Ci sono modelli di auto che entrano di diritto nella storia di un paese, come la Renault 4 rossa, targata Roma N57686, in cui fu ritrovato il cadavere di Aldo Moro, il 9 maggio 1978. L’utilitaria divenne, suo malgrado, il simbolo degli anni di piombo. E oggi si trova al Museo Storico delle auto della Polizia di Stato a Roma.
Ma di chi era la macchina? Il veicolo apparteneva a un imprenditore edile marchigiano, Filippo Bartoli. L’uomo usava la R4, acquistata per meno di un milione, per le sue mansioni di lavoro a Roma. Gli uomini delle Brigate Rosse rubarono l’auto il primo marzo del 1978. La denuncia di Bartoli ai Carabinieri fu immediata.
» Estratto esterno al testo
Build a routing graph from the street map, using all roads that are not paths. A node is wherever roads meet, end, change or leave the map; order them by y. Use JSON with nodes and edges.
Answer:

Così come fu immediato l’utilizzo della vettura da parte della BR che la impiegarono per fare varie rapine, cambiando sempre la targa.
Mario Moretti e soci scelsero la macchina per il suo ampio bagagliaio, che avrebbe potuto accogliere il corpo del presidente della Democrazia Cristiana, ucciso, lo ricordiamo, dopo 55 giorni di prigionia. E ritrovato in via Caetani, non lontano dalla sede del Partito Comunista, a via delle Botteghe Oscure.
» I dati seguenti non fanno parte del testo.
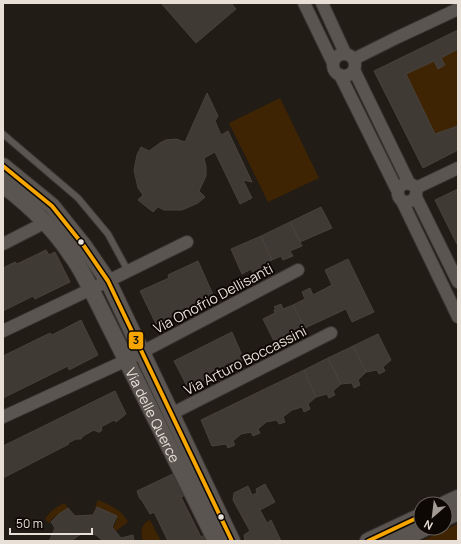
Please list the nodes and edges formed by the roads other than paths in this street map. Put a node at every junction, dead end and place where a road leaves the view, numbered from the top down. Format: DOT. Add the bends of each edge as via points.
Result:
graph roads {
  1 [pos="304,3"];
  2 [pos="322,3"];
  3 [pos="458,9"];
  4 [pos="351,61"];
  5 [pos="333,63"];
  6 [pos="340,75"];
  7 [pos="3,134"];
  8 [pos="3,166"];
  9 [pos="458,168"];
  10 [pos="3,185"];
  11 [pos="413,190"];
  12 [pos="400,197"];
  13 [pos="46,222"];
  14 [pos="186,242"];
  15 [pos="3,244"];
  16 [pos="298,270"];
  17 [pos="128,271"];
  18 [pos="108,281"];
  19 [pos="458,282"];
  20 [pos="91,289"];
  21 [pos="458,317"];
  22 [pos="3,330"];
  23 [pos="331,333"];
  24 [pos="142,351"];
  25 [pos="123,361"];
  26 [pos="171,414"];
  27 [pos="3,417"];
  28 [pos="413,520"];
  29 [pos="413,534"];
  30 [pos="216,541"];
  31 [pos="232,541"];
  32 [pos="368,541"];
  33 [pos="398,541"];
  1 -- 5 [label="street"];
  2 -- 4 [label="street"];
  3 -- 4 [label="street"];
  4 -- 5 [label="street" via="336,56"];
  4 -- 6 [label="street" via="347,76"];
  4 -- 11 [label="street"];
  5 -- 6 [label="street" via="334,70"];
  6 -- 12 [label="street"];
  7 -- 17 [label="lane" via="78,198 108,234"];
  8 -- 18 [label="street, Via delle Querce" via="52,206"];
  9 -- 11 [label="street"];
  10 -- 13 [label="street, Via delle Querce" via="27,203"];
  11 -- 12 [label="street" via="400,186"];
  11 -- 12 [label="street" via="414,200 408,202"];
  11 -- 19 [label="street"];
  12 -- 21 [label="street"];
  13 -- 15 [label="street"];
  13 -- 20 [label="street, Via delle Querce" via="72,255"];
  14 -- 17 [label="street"];
  16 -- 24 [label="street, Via Onofrio Dellisanti"];
  17 -- 18 [label="street"];
  18 -- 20 [label="street"];
  18 -- 24 [label="street, Via delle Querce"];
  20 -- 22 [label="street"];
  20 -- 25 [label="street, Via delle Querce"];
  23 -- 26 [label="street, Via Arturo Boccassini"];
  24 -- 25 [label="street, Via Onofrio Dellisanti"];
  24 -- 26 [label="street, Via delle Querce"];
  25 -- 27 [label="street, Via delle Querce"];
  25 -- 30 [label="street, Via delle Querce"];
  26 -- 31 [label="street, Via delle Querce"];
  28 -- 32 [label="street"];
  29 -- 33 [label="street"];
}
Bartoli, a lungo interrogato dalle forze dell’ordine, per verificare collegamenti ipotetici con le BR, mai esistenti, poté riprendere la sua macchina solo dopo due anni dopo.
La conservò gelosamente nella sua casa alla periferia della capitale, nonostante fosse irriconoscibile dopo il lavoro della scientifica che l’aveva parzialmente distrutta. Per rispetto di Moro, rifiutò offerte di acquisto, anche molto cospicue, da parte della stessa Renault e da molti collezionisti e produzioni cinematografiche. Alla sua morte, la donò alla Polizia che la restaurò. In occasione del quarantesimo anniversario della morte di Aldo Moro, la R4 tornò a via Caetani per una commemorazione con una lettura di Luca Zingaretti.